In this sample option chain, with the stock trading at 74.93, the 74-strike call has $0.93 of intrinsic value. The midpoint of the 74-strike call’s bid/ask is $1.09, $0.16 above its intrinsic value. The midpoint in the 74-strike put is also $0.16. Image source: the thinkorswim® platform from TD Ameritrade. For illustrative purposes only. Past performance does not guarantee future results.
Ex-Dividend Dates: The “When”
In order to plan, prepare, and attempt to prevent dividend risk, you need to know the ex-dividend date for stocks in which you have options positions, especially in-the-money call positions. To view ex-dividend dates in the thinkorswim® platform from TD Ameritrade, under the MarketWatch tab, click Calendar and check the boxes for Dividend and ETF Dividend Dist. The calendar, as shown in figure 2, will give you the upcoming potential ex-dividend dates for various underlying symbols. Double-click on any name to see the amount and other details.
FIGURE 2: EX-DIVIDEND DATE CALENDAR.
Under MarketWatch > Calendar, click Dividend and ETF Dividend Dist to pull up the dividend information. Image source: The thinkorswim® platform from TD Ameritrade. For illustrative purposes only. Past performance does not guarantee future results.
But it’s important to note that the information in the platform isn’t “official,” so to be on the safe side, you may wish to double-check the company’s investor relations page to verify.
And remember: short options can be assigned at any time prior to expiration regardless of the in-the-money amount. However, most early assignments don’t happen until the week of expiration.
Options on ETFs: A Special Case
What about the case of an ETF whose dividend amount has yet to be published? Although there’s no guarantee, there is a widely used industry standard used by many traders to estimate the expected amount—or at least the amount priced into the current market. And to do it, we’ll be revisiting intrinsic and extrinsic value, but this time with a deep in-the-money put.
Suppose an ETF is trading for $200 a share, and we want to estimate the amount of a coming dividend. Pull up an option chain and look at a deep in-the-money put, preferably one in which the corresponding call has zero bid, which, if you recall from above, means that the strike has no extrinsic value.
Suppose we see from the option chain that the 208 puts have a current midpoint of $9.10, and the 208 calls are zero bid at $0.01. In this example, the put has an intrinsic value of (208–200) =$8, but at $9.10, the put is trading with an extra $1.10 over its intrinsic value. This extra $1.10 is an approximation of the expected dividend distribution.
FIGURE 3: APPROXIMATING AN EXPECTED ETF DIVIDEND.
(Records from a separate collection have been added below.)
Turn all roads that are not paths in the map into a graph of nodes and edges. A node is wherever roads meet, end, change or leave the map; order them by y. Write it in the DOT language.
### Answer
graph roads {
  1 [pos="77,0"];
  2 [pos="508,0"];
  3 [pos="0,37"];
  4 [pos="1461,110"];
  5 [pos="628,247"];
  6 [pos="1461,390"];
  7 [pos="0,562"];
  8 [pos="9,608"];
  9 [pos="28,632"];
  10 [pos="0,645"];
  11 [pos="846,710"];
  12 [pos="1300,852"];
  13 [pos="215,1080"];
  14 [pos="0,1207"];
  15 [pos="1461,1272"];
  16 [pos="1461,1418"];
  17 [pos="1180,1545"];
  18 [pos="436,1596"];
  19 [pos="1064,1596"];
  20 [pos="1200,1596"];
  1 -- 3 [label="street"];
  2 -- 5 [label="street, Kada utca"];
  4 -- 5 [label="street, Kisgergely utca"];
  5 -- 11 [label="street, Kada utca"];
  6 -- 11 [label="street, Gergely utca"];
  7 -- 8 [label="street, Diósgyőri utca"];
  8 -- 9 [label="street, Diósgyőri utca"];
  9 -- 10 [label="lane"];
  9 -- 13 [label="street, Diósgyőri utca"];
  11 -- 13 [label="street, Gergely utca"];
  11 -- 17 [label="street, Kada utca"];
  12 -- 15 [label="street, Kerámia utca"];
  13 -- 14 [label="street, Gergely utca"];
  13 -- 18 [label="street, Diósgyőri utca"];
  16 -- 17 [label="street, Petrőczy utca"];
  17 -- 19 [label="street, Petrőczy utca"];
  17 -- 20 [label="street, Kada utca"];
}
The 208 put, deep in the money, is trading $1.10 over its intrinsic value and there is less than $0.01 of extrinsic value in the option. The extra $1.10 can be used as an approximation of the expected dividend distribution. For illustrative purposes only. Past performance does not guarantee future results.
So any short in-the-money calls in your position with an extrinsic value of less than $1.10 might be candidates for early exercise.
And if you find yourself with an early-exercise candidate? It may be time to liquidate or try to roll the position.